What to produce - Please retype the records below exactly as they appear, but leave out the pictures.

[Entries provided Boundary: Start]

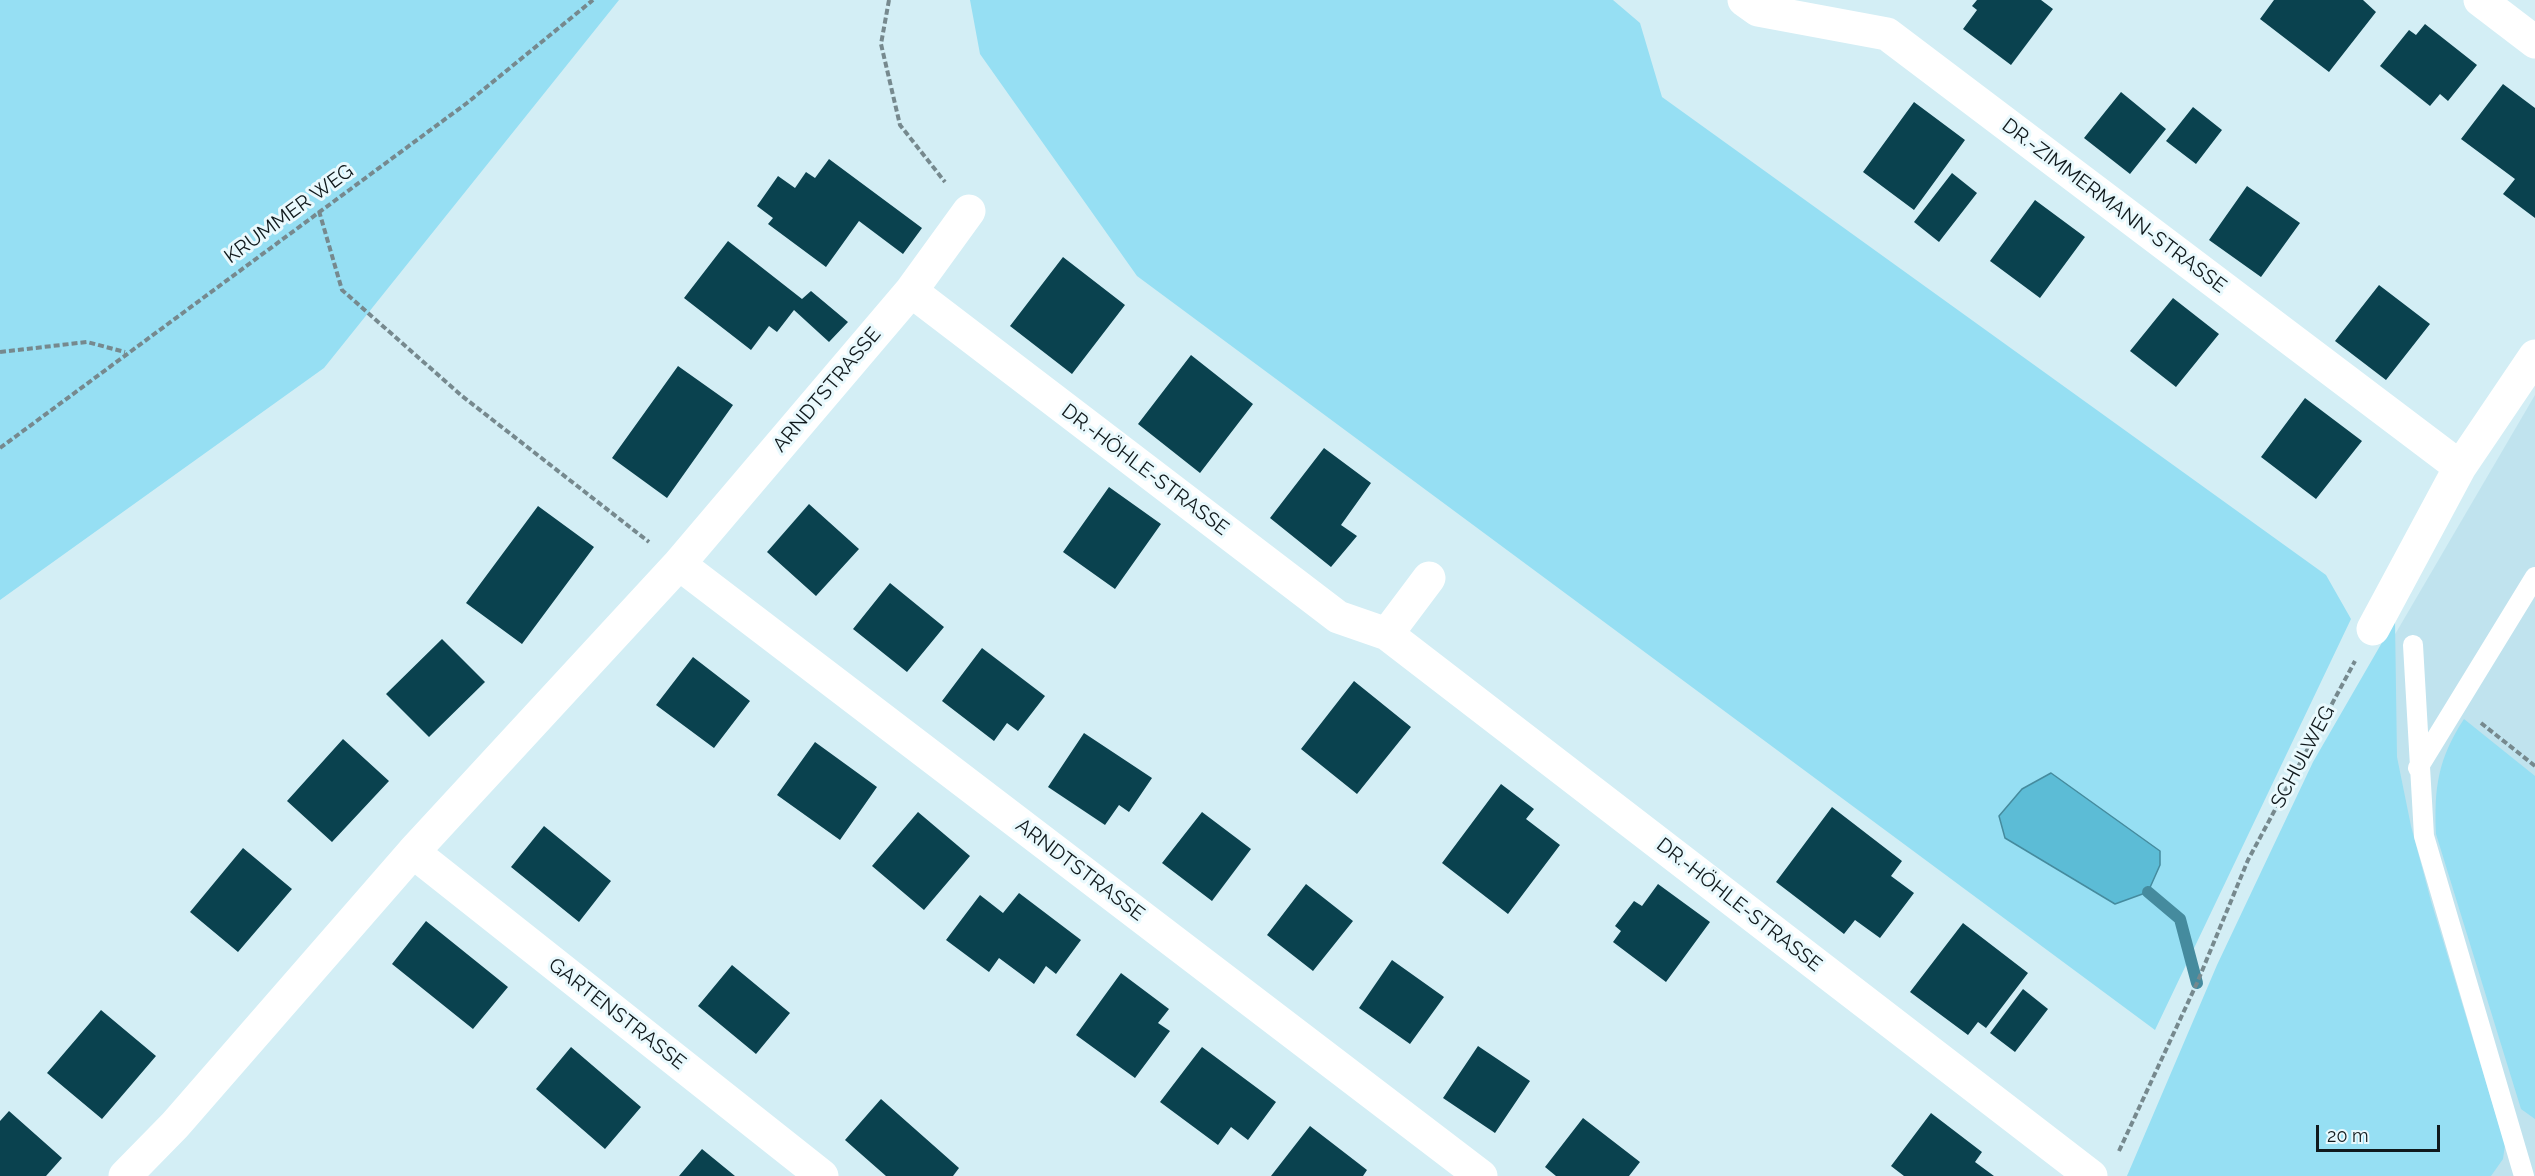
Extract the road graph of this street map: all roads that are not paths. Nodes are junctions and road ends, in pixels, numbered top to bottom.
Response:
1 (1744, 0) edge
2 (2480, 0) edge
3 (2535, 42) edge
4 (969, 211) road end
5 (911, 291) junction
6 (2535, 356) edge
7 (2460, 467) junction
8 (679, 564) junction
9 (2535, 577) edge
10 (1429, 578) dead end
11 (2373, 628) road end
12 (1388, 634) junction
13 (2413, 645) dead end
14 (2418, 768) junction
15 (413, 852) junction
16 (2527, 1170) edge
17 (125, 1176) edge
18 (822, 1176) edge
19 (1481, 1176) edge
20 (2091, 1176) edge

1 - 7 street, DR.-ZIMMERMANN-STRASSE
2 - 3 street
4 - 5 street, ARNDTSTRASSE
5 - 8 street, ARNDTSTRASSE
5 - 12 street, DR.-HÖHLE-STRASSE
6 - 7 street
7 - 11 street
8 - 15 street, ARNDTSTRASSE
8 - 19 street, ARNDTSTRASSE
9 - 14 lane
10 - 12 street
12 - 20 street, DR.-HÖHLE-STRASSE
13 - 14 lane
14 - 16 lane
15 - 17 street
15 - 18 street, GARTENSTRASSE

[Entries provided Boundary: End]

Solution -
Extract the road graph of this street map: all roads that are not paths. Nodes are junctions and road ends, in pixels, numbered top to bottom.
Response:
1 (1744, 0) edge
2 (2480, 0) edge
3 (2535, 42) edge
4 (969, 211) road end
5 (911, 291) junction
6 (2535, 356) edge
7 (2460, 467) junction
8 (679, 564) junction
9 (2535, 577) edge
10 (1429, 578) dead end
11 (2373, 628) road end
12 (1388, 634) junction
13 (2413, 645) dead end
14 (2418, 768) junction
15 (413, 852) junction
16 (2527, 1170) edge
17 (125, 1176) edge
18 (822, 1176) edge
19 (1481, 1176) edge
20 (2091, 1176) edge

1 - 7 street, DR.-ZIMMERMANN-STRASSE
2 - 3 street
4 - 5 street, ARNDTSTRASSE
5 - 8 street, ARNDTSTRASSE
5 - 12 street, DR.-HÖHLE-STRASSE
6 - 7 street
7 - 11 street
8 - 15 street, ARNDTSTRASSE
8 - 19 street, ARNDTSTRASSE
9 - 14 lane
10 - 12 street
12 - 20 street, DR.-HÖHLE-STRASSE
13 - 14 lane
14 - 16 lane
15 - 17 street
15 - 18 street, GARTENSTRASSE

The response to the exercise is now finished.